Re: ivtv: use arch_phys_wc_add() and require PAT disabled
From: Luis R. Rodriguez
Date: Sat Mar 10 2018 - 14:05:57 EST
On Sat, Mar 10, 2018 at 11:03 AM, Luis R. Rodriguez <mcgrof@xxxxxxxxxx> wrote:
> On Sat, Mar 10, 2018 at 8:57 AM, French, Nicholas A. <naf@xxxxxx> wrote:
>> On Wed, Mar 07, 2018 at 11:23:09PM -0600, French, Nicholas A. wrote:
>>> On Thu, Mar 08, 2018 at 04:14:11AM +0000, Luis R. Rodriguez wrote:
>>> > On Thu, Mar 08, 2018 at 04:06:01AM +0000, Luis R. Rodriguez wrote:
>>> > > On Thu, Mar 08, 2018 at 03:16:29AM +0000, French, Nicholas A. wrote:
>>> > > >
>>> > > > Ah, I see. So my proposed ioremap_wc call was only "working" by aliasing the
>>> > > > ioremap_nocache()'d mem area and not actually using write combining at all.
>>> > >
>>> > > There are some debugging PAT toys out there I think but I haven't played with
>>> > > them yet or I forgot how to to confirm or deny this sort of effort, but
>>> > > likeley.
>>> >
>>> > In fact come to think of it I believe some neurons are telling me that if
>>> > two type does not match we'd get an error?
>>
>> I can confirm that my original suggested patch just aliases to ivtv-driver's nocache mapping:
>> $ sudo modprobe ivtvfb
>> $ sudo dmesg
>> ...
>> x86/PAT: Overlap at 0xd5000000-0xd5800000
>> x86/PAT: reserve_memtype added [mem 0xd5510000-0xd56b0fff], track uncached-minus, req write-combining, ret uncached-minus
>> ivtvfb0: Framebuffer at 0xd5510000, mapped to 0x00000000c6a7ed52, size 1665k
>> ...
>> $ sudo cat /sys/kernel/debug/x86/pat_memtype_list | grep 0xd5
>> uncached-minus @ 0xd5000000-0xd5800000
>> uncached-minus @ 0xd5510000-0xd56b1000
>>
>> So nix that.
>>
>>> > No what if the framebuffer driver is just requested as a secondary step
>>> > after firmware loading?
>>>
>>> Its a possibility. The decoder firmware gets loaded at the beginning of the decoder
>>> memory range and we know its length, so its possible to ioremap_nocache enough
>>> room for the firmware only on init and then ioremap the remaining non-firmware
>>> decoder memory areas appropriately after the firmware load succeeds...
>>
>> I looked in more detail, and this would be "hard" due to the way the rest of the
>> decoder offsets are determined by either making firmware calls or scanning the
>> decoder memory range for magic bytes and other mess.
>>
>> I think some smart guy named mcgrof apparently came to the same conclusion
>> in a really old email chain I found [https://lists.gt.net/linux/kernel/2387536]:
>> "The ivtv case is the *worst* example we can expect where the firmware
>> hides from us the exact ranges for write-combining, that we should somehow
>> just hope no one will ever do again."
>> :-)
>
> This is tribal knowledge worth formalizing a bit more for the long run
> for this ivtv driver.
>
>>> Perhaps the easy answer is to change the fatal is-pat-enabled check to just a
>>> warning like "you have PAT enabled, so wc is disabled for the framebuffer.

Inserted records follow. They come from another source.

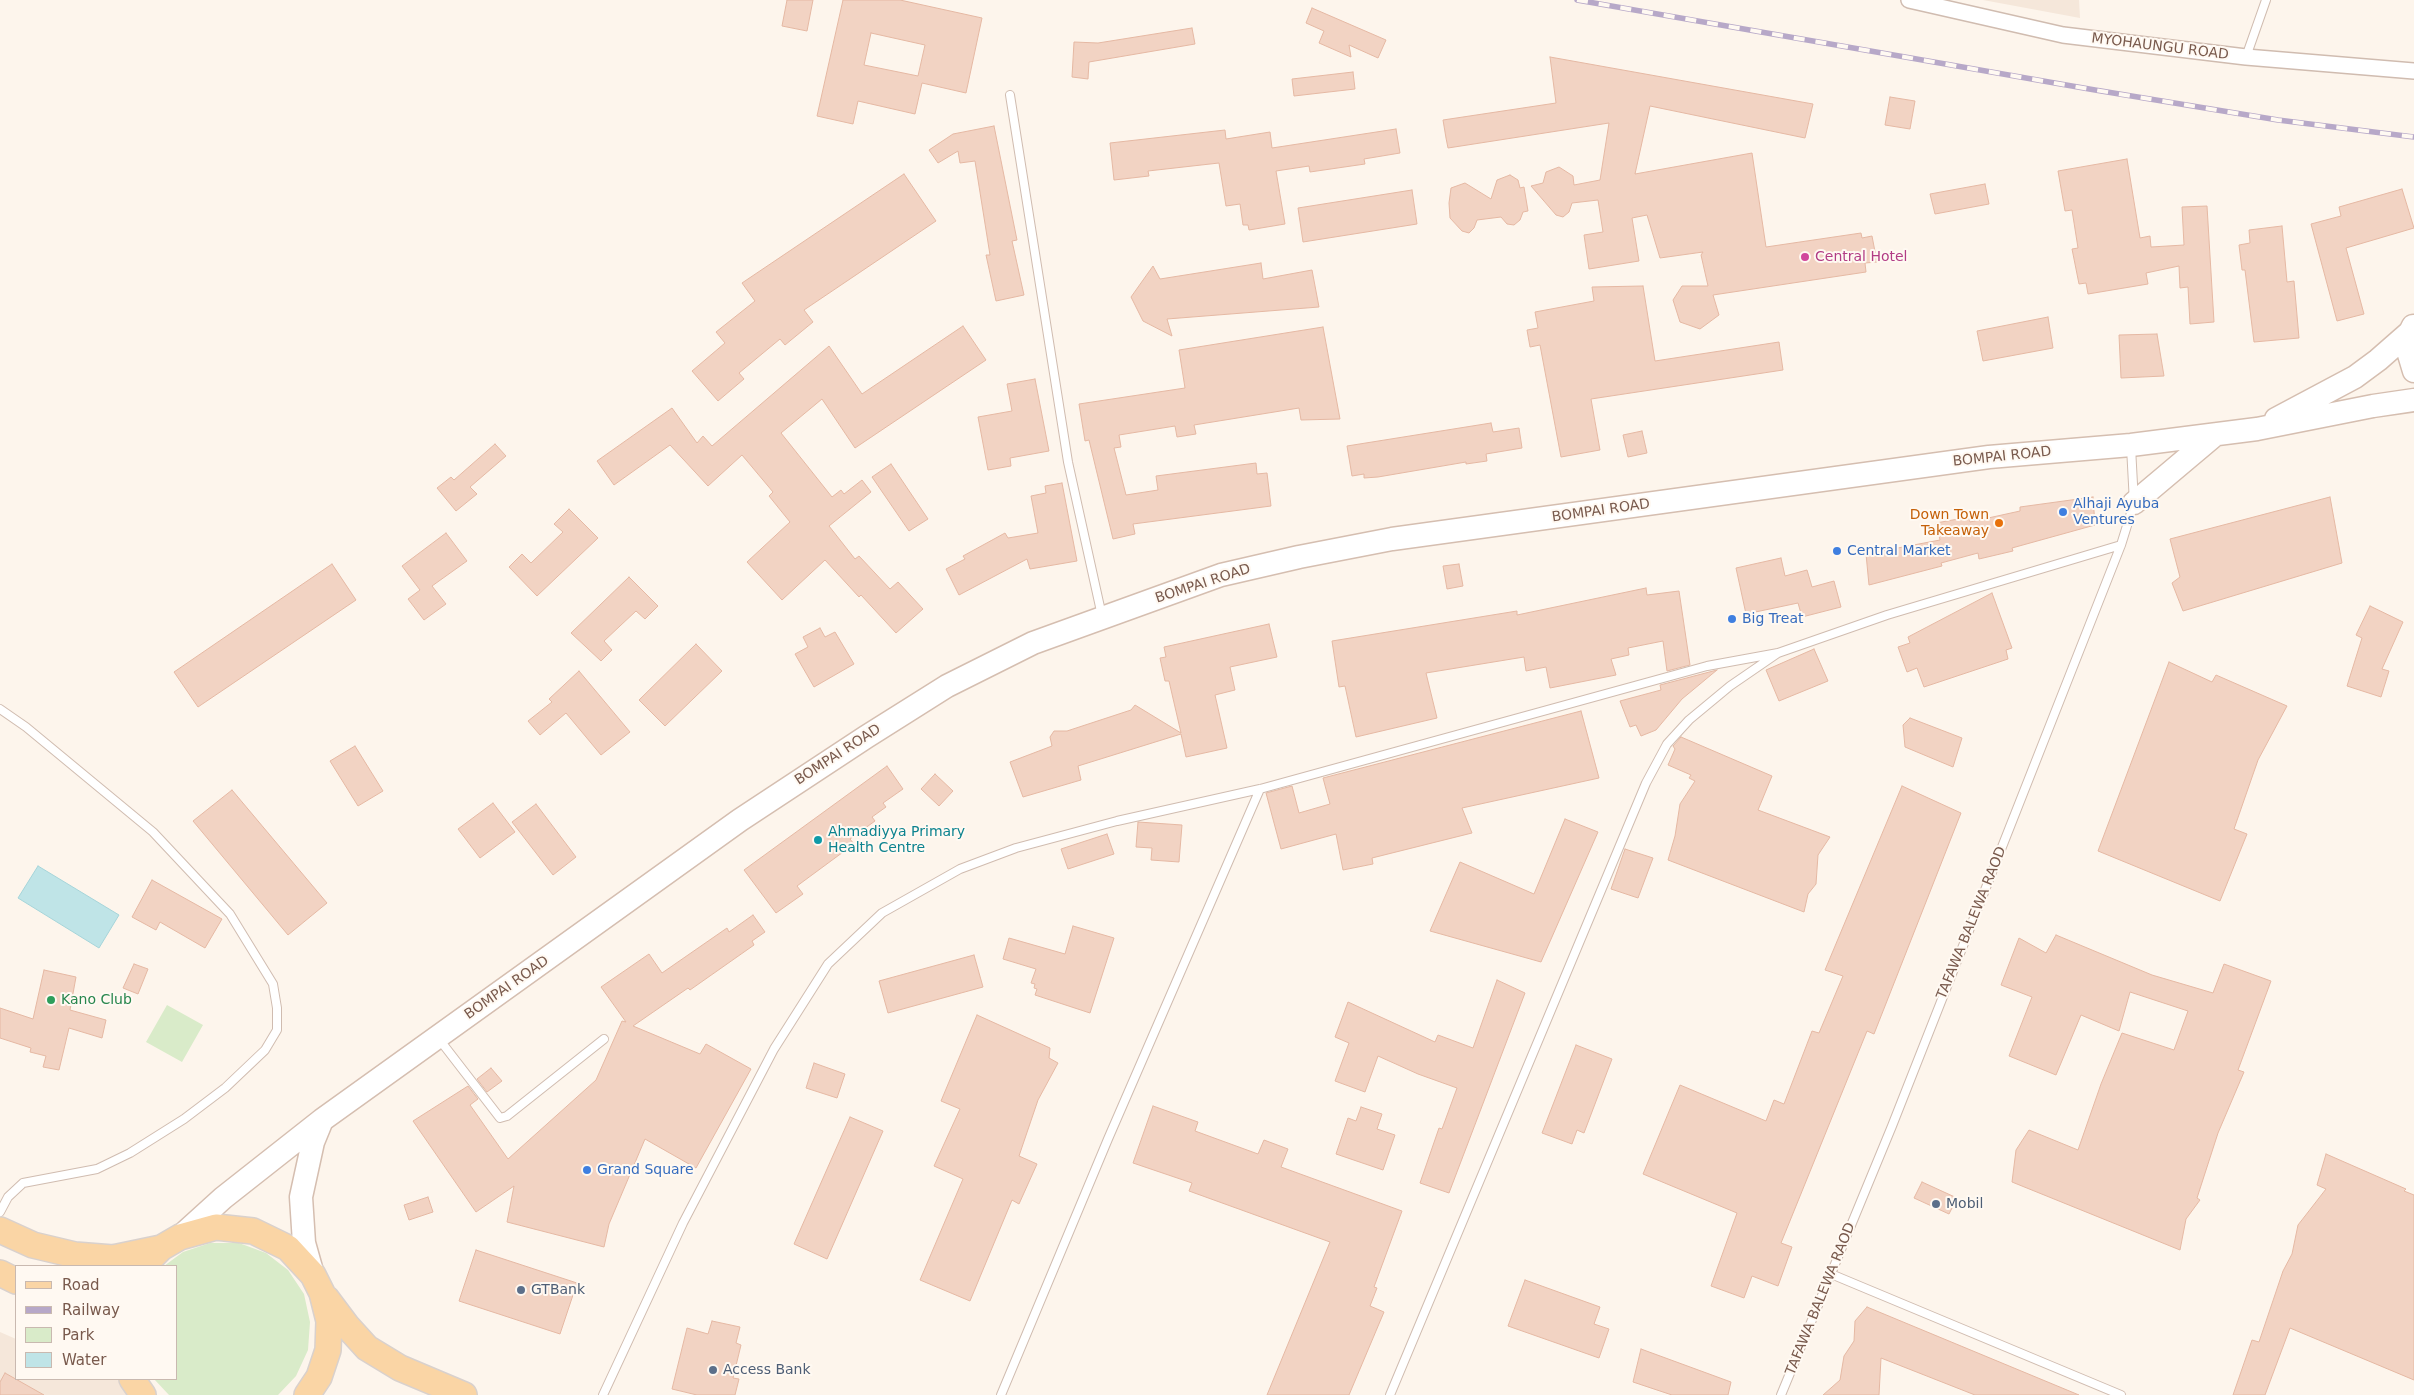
<!DOCTYPE html>
<style>
body{margin:0}
#map{position:relative;width:2414px;height:1395px;overflow:hidden;background:#fdf5ec;font-family:"DejaVu Sans",sans-serif}
canvas{display:block}
.legend{position:absolute;left:15px;top:1265px;width:162px;height:115px;box-sizing:border-box;background:#fff9f2;border:1px solid #c9b9b0;margin:0;padding:6px 9px;list-style:none;font-size:15px;color:#795a4d}
.legend li{display:flex;align-items:center;gap:10px;height:25px}
.legend b{width:25px;border:1px solid #c9b9b0}
</style>
<div id="map">
<canvas width="2414" height="1395"></canvas>
<ul class="legend">
<li><b style="height:6px;background:#fad5a5"></b>Road</li>
<li><b style="height:6px;background:#b7a8c8"></b>Railway</li>
<li><b style="height:14px;background:#d9ebc9"></b>Park</li>
<li><b style="height:14px;background:#bfe4e7"></b>Water</li>
</ul>
</div>
<script>
const g = document.querySelector('canvas').getContext('2d');
g.lineJoin = 'round';
function fill(path, color) { g.fillStyle = color; g.fill(path, 'evenodd'); }
const poly = rows => new Path2D(rows.map(r => 'M' + r).join(''));
function trace(path, color, width, dash) { g.strokeStyle = color; g.lineWidth = width; g.lineCap = dash ? 'butt' : 'round'; g.setLineDash(dash || []); g.stroke(path); }
function write(font, color, halo, rows, align = 'center') {
  g.font = font + ' "DejaVu Sans",sans-serif'; g.lineWidth = 4; g.setLineDash([]); g.textBaseline = 'middle'; g.strokeStyle = halo; g.fillStyle = color; for (const [text, x, y, turn = 0] of rows) {
    g.save(); g.translate(x, y); g.rotate((+turn || 0) * Math.PI / 180); g.textAlign = isNaN(turn) ? turn : align; if (halo) g.strokeText(text, 0, 0); g.fillText(text, 0, 0); g.restore();
  }
}
fill(poly([
 [1983,0,2079,0,2080,18],
 [0,1332,16,1339,16,1379,115,1379,155,1395,0,1395]
]), '#f5e7da');
fill(poly([
 [167,1005,203,1025,182,1062,146,1042],
 [210,1243,239,1243,266,1253,288,1270,304,1294,310,1322,308,1350,296,1376,278,1395,169,1395,154,1379,176,1379,176,1266,164,1266,183,1252]
]), '#d9ebc9');
const water = poly([
 [38,866,119,915,99,948,18,898,38,866]
]);
fill(water, '#bfe4e7');
trace(water, '#a5d4d9', 1);
const building = poly([
 [787,0,813,0,807,31,782,26,787,0],
 [843,0,900,0,982,18,966,93,922,83,915,114,858,101,853,124,817,116,843,0],
 [871,33,925,45,918,76,864,65,871,33],
 [1312,8,1386,40,1378,58,1349,45,1351,57,1319,43,1324,31,1306,23,1312,8],
 [1192,28,1195,44,1089,62,1088,79,1072,77,1074,42,1098,43,1192,28],
 [1550,57,1813,104,1805,138,1650,106,1635,174,1752,153,1766,247,1861,233,1862,238,1872,236,1877,262,1865,263,1866,272,1713,295,1719,315,1700,329,1680,322,1673,300,1682,286,1708,286,1701,255,1703,252,1660,258,1647,215,1632,218,1639,261,1589,269,1584,235,1603,232,1598,200,1572,203,1569,212,1563,217,1556,215,1531,186,1543,183,1546,172,1559,167,1573,176,1574,185,1600,180,1609,123,1448,148,1446,138,1443,120,1556,103,1550,57],
 [1353,72,1355,89,1294,96,1292,79,1353,72],
 [1890,97,1915,101,1910,129,1885,125,1890,97],
 [994,126,1017,240,1012,241,1024,295,996,301,986,255,990,255,975,161,960,163,958,151,938,163,929,150,953,134,994,126],
 [1396,129,1400,153,1364,159,1365,164,1310,172,1309,166,1276,171,1285,224,1249,230,1248,225,1243,225,1240,204,1226,206,1219,163,1148,171,1149,176,1114,180,1110,143,1225,130,1226,139,1270,132,1272,148,1396,129],
 [2127,159,2140,238,2150,236,2151,247,2184,245,2182,207,2207,206,2214,322,2190,324,2188,287,2180,288,2179,266,2146,273,2148,284,2088,294,2086,283,2079,284,2072,249,2078,248,2072,210,2065,211,2058,171,2127,159],
 [904,174,936,221,804,310,813,322,785,345,780,339,739,373,744,379,718,401,692,371,725,343,716,332,755,301,742,283,904,174],
 [1510,175,1518,180,1520,188,1524,187,1528,211,1523,212,1520,220,1514,225,1507,224,1501,217,1477,220,1474,228,1469,233,1462,231,1450,218,1449,203,1451,188,1465,183,1491,199,1497,180,1510,175],
 [1985,184,1989,204,1935,214,1930,194,1985,184],
 [2402,189,2414,228,2346,248,2364,314,2337,321,2311,224,2341,216,2339,207,2402,189],
 [1412,190,1417,224,1303,242,1298,208,1412,190],
 [2282,226,2287,282,2294,281,2299,338,2254,342,2245,270,2242,270,2239,245,2250,243,2249,230,2282,226],
 [1261,263,1263,279,1312,270,1319,307,1167,319,1172,336,1143,321,1131,297,1153,266,1160,279,1261,263],
 [1643,286,1655,361,1779,342,1783,370,1591,399,1600,450,1561,457,1540,345,1530,347,1527,330,1538,328,1535,312,1594,301,1592,287,1643,286],
 [2048,317,2053,348,1983,361,1977,331,2048,317],
 [963,326,986,360,855,448,822,399,781,433,832,497,841,490,844,494,862,480,871,492,829,526,855,559,859,556,890,589,898,582,923,609,896,633,861,595,859,597,825,560,782,600,747,562,790,522,769,496,773,492,742,455,708,486,670,445,614,485,597,461,672,408,697,443,703,436,712,446,829,346,862,394,963,326],
 [1323,327,1340,419,1301,420,1299,408,1194,425,1196,434,1177,437,1175,426,1119,435,1121,447,1114,448,1126,495,1158,490,1156,476,1256,463,1257,474,1267,473,1271,506,1133,524,1135,534,1113,539,1089,440,1085,441,1079,404,1185,388,1179,350,1323,327],
 [2157,334,2164,376,2121,378,2119,335,2157,334],
 [1035,379,1049,451,1010,458,1011,466,988,470,978,417,1012,411,1007,384,1035,379],
 [1491,423,1493,432,1519,428,1522,448,1486,454,1487,461,1466,464,1466,462,1378,477,1364,478,1364,474,1352,476,1347,446,1491,423],
 [1642,431,1647,453,1628,457,1623,435,1642,431],
 [495,444,506,456,470,487,477,494,456,511,437,488,451,477,454,480,495,444],
 [891,464,928,519,909,531,872,477,891,464],
 [1062,483,1077,561,1030,569,1027,559,959,595,946,569,965,559,963,556,1005,533,1008,538,1038,533,1031,496,1046,493,1045,486,1062,483],
 [2093,497,2095,525,2012,548,2013,551,1979,559,1978,553,1941,563,1942,566,1869,585,1866,554,1940,540,1936,523,1969,517,1970,522,2020,511,2020,507,2093,497],
 [2330,497,2342,563,2183,611,2172,583,2180,577,2170,539,2330,497],
 [569,509,598,538,537,596,509,567,522,554,531,563,563,532,554,524,569,509],
 [446,533,467,561,432,586,446,604,424,620,408,599,420,590,402,566,446,533],
 [1781,558,1785,576,1807,570,1812,587,1834,581,1841,607,1802,617,1798,603,1746,614,1736,568,1781,558],
 [332,564,356,600,198,707,174,672,332,564],
 [1459,564,1463,586,1447,589,1443,566,1459,564],
 [629,577,658,606,645,619,636,611,604,641,612,650,601,661,571,633,629,577],
 [1646,588,1647,595,1679,591,1690,665,1667,671,1663,641,1628,648,1629,655,1611,659,1616,675,1550,688,1546,667,1526,671,1524,657,1426,673,1437,718,1356,737,1345,686,1339,687,1332,641,1517,611,1517,615,1646,588],
 [1992,593,2012,648,2006,650,2008,659,1924,687,1917,668,1907,672,1898,647,1910,643,1908,637,1992,593],
 [2370,606,2403,622,2382,669,2389,671,2381,697,2347,686,2362,638,2356,635,2370,606],
 [1269,624,1277,657,1230,667,1235,690,1215,695,1227,748,1186,757,1181,734,1078,766,1081,780,1023,797,1010,762,1052,746,1050,737,1054,731,1067,731,1131,710,1135,705,1181,733,1169,681,1165,681,1160,658,1166,657,1164,647,1269,624],
 [820,628,825,637,835,632,854,664,814,687,795,654,808,647,803,637,820,628],
 [696,644,722,671,665,726,639,700,696,644],
 [1814,649,1828,681,1779,701,1766,670,1814,649],
 [2169,662,2212,682,2216,675,2287,706,2258,760,2234,829,2247,834,2220,901,2098,851,2169,662],
 [1717,670,1682,699,1656,730,1641,736,1636,725,1630,727,1620,701,1661,690,1660,685,1717,670],
 [579,671,630,732,601,755,566,713,540,735,528,721,552,702,549,699,579,671],
 [1581,711,1599,778,1462,808,1472,833,1372,858,1373,864,1343,870,1336,834,1281,849,1266,793,1292,786,1299,813,1330,804,1323,778,1581,711],
 [1910,718,1962,738,1953,767,1905,747,1903,725,1910,718],
 [1681,737,1772,776,1758,810,1830,837,1818,855,1816,884,1808,894,1804,912,1668,860,1675,836,1680,804,1695,781,1689,778,1691,775,1668,765,1675,749,1673,746,1681,737],
 [355,746,383,791,358,806,330,761,355,746],
 [887,766,903,789,883,803,886,807,872,817,875,821,850,839,854,844,797,886,803,894,776,913,744,870,887,766],
 [935,774,953,791,939,806,921,789,935,774],
 [1902,786,1961,813,1874,1034,1867,1031,1781,1243,1792,1247,1778,1286,1752,1276,1744,1298,1711,1286,1737,1213,1643,1174,1680,1085,1766,1121,1774,1100,1784,1104,1812,1031,1819,1033,1843,976,1825,970,1902,786],
 [232,790,327,903,288,935,193,821,232,790],
 [493,803,515,832,480,858,458,829,493,803],
 [536,804,576,857,553,875,512,822,536,804],
 [1565,819,1598,832,1541,962,1430,931,1460,862,1534,894,1565,819],
 [1138,822,1182,825,1179,862,1151,860,1152,848,1136,847,1138,822],
 [1107,834,1114,854,1068,869,1061,849,1107,834],
 [1625,849,1653,858,1638,898,1611,889,1625,849],
 [152,880,222,919,205,948,160,922,156,930,132,917,152,880],
 [753,915,765,932,752,941,754,945,690,990,688,988,633,1026,700,1054,706,1044,751,1069,696,1168,645,1139,609,1224,604,1247,507,1222,514,1186,476,1212,413,1121,468,1086,478,1099,470,1105,508,1159,596,1080,622,1021,626,1022,601,987,649,954,662,973,727,928,729,932,753,915],
 [1073,926,1114,938,1090,1013,1035,995,1037,989,1034,988,1035,984,1031,983,1036,969,1003,959,1009,938,1065,954,1073,926],
 [2056,935,2152,975,2213,993,2224,964,2271,981,2238,1070,2244,1072,2218,1133,2197,1198,2200,1200,2186,1219,2180,1250,2012,1182,2016,1150,2029,1130,2078,1150,2101,1084,2122,1033,2174,1050,2188,1011,2130,992,2119,1031,2081,1015,2056,1075,2009,1056,2032,997,2001,985,2019,938,2046,953,2056,935],
 [974,955,983,987,888,1013,879,981,974,955],
 [134,964,148,969,138,994,123,988,134,964],
 [44,970,76,977,70,1010,106,1020,102,1038,69,1028,59,1070,43,1067,46,1056,30,1052,31,1048,0,1038,0,1008,33,1019,44,970],
 [1497,980,1525,993,1449,1193,1420,1183,1439,1128,1442,1129,1457,1088,1418,1074,1378,1056,1365,1092,1335,1081,1349,1043,1335,1037,1348,1002,1435,1042,1438,1035,1473,1048,1497,980],
 [977,1015,1050,1048,1049,1058,1058,1063,1038,1100,1019,1156,1037,1164,1019,1204,1012,1200,970,1301,920,1280,963,1179,934,1166,960,1109,941,1101,977,1015],
 [1576,1045,1612,1059,1584,1133,1577,1130,1572,1144,1542,1133,1576,1045],
 [814,1063,845,1074,837,1098,806,1088,814,1063],
 [491,1068,502,1081,487,1092,477,1079,491,1068],
 [1153,1106,1198,1122,1195,1131,1258,1154,1264,1140,1288,1149,1281,1167,1402,1211,1374,1287,1377,1288,1370,1306,1384,1312,1349,1395,1267,1395,1330,1242,1189,1191,1192,1183,1133,1163,1153,1106],
 [1361,1107,1382,1114,1377,1129,1395,1135,1383,1170,1336,1154,1348,1118,1356,1121,1361,1107],
 [850,1117,883,1131,827,1259,794,1244,850,1117],
 [2326,1154,2406,1189,2404,1191,2414,1195,2414,1380,2290,1328,2265,1395,2233,1395,2252,1340,2259,1342,2283,1271,2292,1254,2298,1225,2326,1189,2317,1185,2326,1154],
 [1922,1182,1957,1198,1949,1214,1914,1198,1922,1182],
 [428,1197,433,1212,409,1220,404,1205,428,1197],
 [476,1250,577,1283,560,1334,459,1301,476,1250],
 [1525,1280,1600,1307,1594,1324,1609,1329,1599,1358,1508,1326,1525,1280],
 [1867,1307,2079,1395,1975,1395,1881,1358,1879,1395,1823,1395,1840,1380,1844,1356,1854,1341,1855,1321,1867,1307],
 [712,1321,740,1327,736,1343,741,1345,733,1378,739,1379,735,1395,697,1395,672,1389,687,1328,708,1334,712,1321],
 [1641,1349,1731,1382,1728,1395,1672,1395,1633,1382,1641,1349],
 [5,1373,44,1395,0,1395,0,1382,5,1373]
]);
fill(building, '#f2d3c3');
trace(building, '#e5b8a3', 1);
const lane = poly([
 [2246,57,2266,0],
 [1010,95,1068,462,1102,616],
 [0,709,26,727,153,832,230,914,273,984,277,1008,277,1030,265,1050,225,1088,184,1119,130,1153,97,1169,23,1183,8,1197,0,1212],
 [439,1039,500,1118,507,1116,604,1039],
 [1831,1274,2121,1395],
 [603,1395,683,1223,774,1049,828,964,882,913,960,869,1016,848,1117,821,1260,789,1707,666,1778,653],
 [1001,1395,1108,1139,1260,789],
 [1390,1395,1646,783,1667,744,1689,720,1730,686,1778,653,1887,615,2121,545],
 [1781,1395,1892,1126,2121,545,2134,503,2131,447]
]);
const street = poly([
 [1909,0,2063,35,2246,57,2414,71]
]);
const secondary = poly([
 [2413,326,2410,332,2408,351,2414,371],
 [2276,419,2355,377,2378,360,2410,332],
 [2134,503,2216,434],
 [180,1237,223,1198,322,1120,740,820,866,737,947,686,1033,643,1221,575,1299,557,1392,539,1989,457,2131,445,2257,429,2373,406,2414,400],
 [313,1275,304,1243,301,1197,313,1142,322,1120]
]);
const primary = poly([
 [0,1230,33,1245,75,1255,113,1258,161,1248],
 [143,1266,161,1248,180,1237,216,1227,253,1231,288,1248,313,1275,322,1293,329,1321,328,1350,319,1377,307,1395],
 [0,1273,16,1281],
 [326,1298,347,1326,367,1348,400,1368,464,1395],
 [132,1379,143,1395]
]);
trace(lane, '#d0bcb0', 10);
trace(street, '#d0bcb0', 18);
trace(secondary, '#d5beb0', 25);
trace(primary, '#d9d1cd', 28);
trace(lane, '#fff', 8);
trace(street, '#fff', 15);
trace(secondary, '#fff', 22);
trace(primary, '#fad5a5', 25);
const rail = poly([
 [1577,0,2095,90,2278,120,2414,137]
]);
trace(rail, '#b7a8c8', 5.5);
trace(rail, '#fff9f2', 4, [11]);
for (const [x, y, r, color] of [
 [1805,257,5,"#d1479c"],
 [2063,512,5,"#3f7fe0"],
 [1999,523,5,"#e8710a"],
 [1837,551,5,"#3f7fe0"],
 [1732,619,5,"#3f7fe0"],
 [818,840,5,"#0f9aa8"],
 [51,1000,5,"#2e9e5b"],
 [587,1170,5,"#3f7fe0"],
 [1936,1204,5,"#5c6f8a"],
 [521,1290,5,"#5c6f8a"],
 [713,1370,5,"#5c6f8a"]
]) { const dot = new Path2D(); dot.arc(x, y, r, 0, 2 * Math.PI); g.fillStyle = color; g.fill(dot); trace(dot, '#fff9f2', 2); }
write('14px', '#795a4d', '#fff9f2', [
 ["MYOHAUNGU ROAD",2160,47,7],
 ["BOMPAI ROAD",2002,457,-6],
 ["BOMPAI ROAD",1601,511,-8],
 ["BOMPAI ROAD",1203,584,-18],
 ["BOMPAI ROAD",838,755,-33],
 ["TAFAWA BALEWA RAOD",1972,923,-68],
 ["BOMPAI ROAD",507,988,-35],
 ["TAFAWA BALEWA RAOD",1821,1299,-68]
]);
write('14px', '#b23c85', '#fff9f2', [
 ["Central Hotel",1815,257]
], 'left');
write('14px', '#366cbe', '#fff9f2', [
 ["Alhaji Ayuba",2073,504],
 ["Ventures",2073,520],
 ["Central Market",1847,551],
 ["Big Treat",1742,619],
 ["Grand Square",597,1170]
], 'left');
write('14px', '#c56008', '#fff9f2', [
 ["Down Town",1989,515],
 ["Takeaway",1989,531]
], 'right');
write('14px', '#0d838f', '#fff9f2', [
 ["Ahmadiyya Primary",828,832],
 ["Health Centre",828,848]
], 'left');
write('14px', '#27864d', '#fff9f2', [
 ["Kano Club",61,1000]
], 'left');
write('14px', '#4e5e75', '#fff9f2', [
 ["Mobil",1946,1204],
 ["GTBank",531,1290],
 ["Access Bank",723,1370]
], 'left');
</script>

>>> if you want wc, use the nopat parameter"?
>>
>> I like this idea more and more. I haven't experience any problems running
>> with PAT-enabled and no write-combining on the framebuffer. Any objections?
>
> I think its worth it, and perhaps best folded under a new kernel
> parameter option which also documents the limitation noted above,
> thereby knocking two birds with one stone. This way also users who
> *want* to opt-in to PAT do so willing-fully and knowing of the
> limitation. The kconfig option can just enable a module parameter to a
> default value, which if the kconfig is disabled would otherwise be
> unset.
>
> static bool ivtv_force_pat = IS_ENABLED(CONFIG_IVTV_WHATEVER);
> module_param_named(force_pat, ivtv_force_pat, bool, S_IRUGO | S_IWUSR);
And I wonder if its better to have a generic kconfig option so that
in case other drivers have similar issue they can make use of it as
well. For now that's a non-issue, but worth pointing out if we're
going to do this for more than one driver later.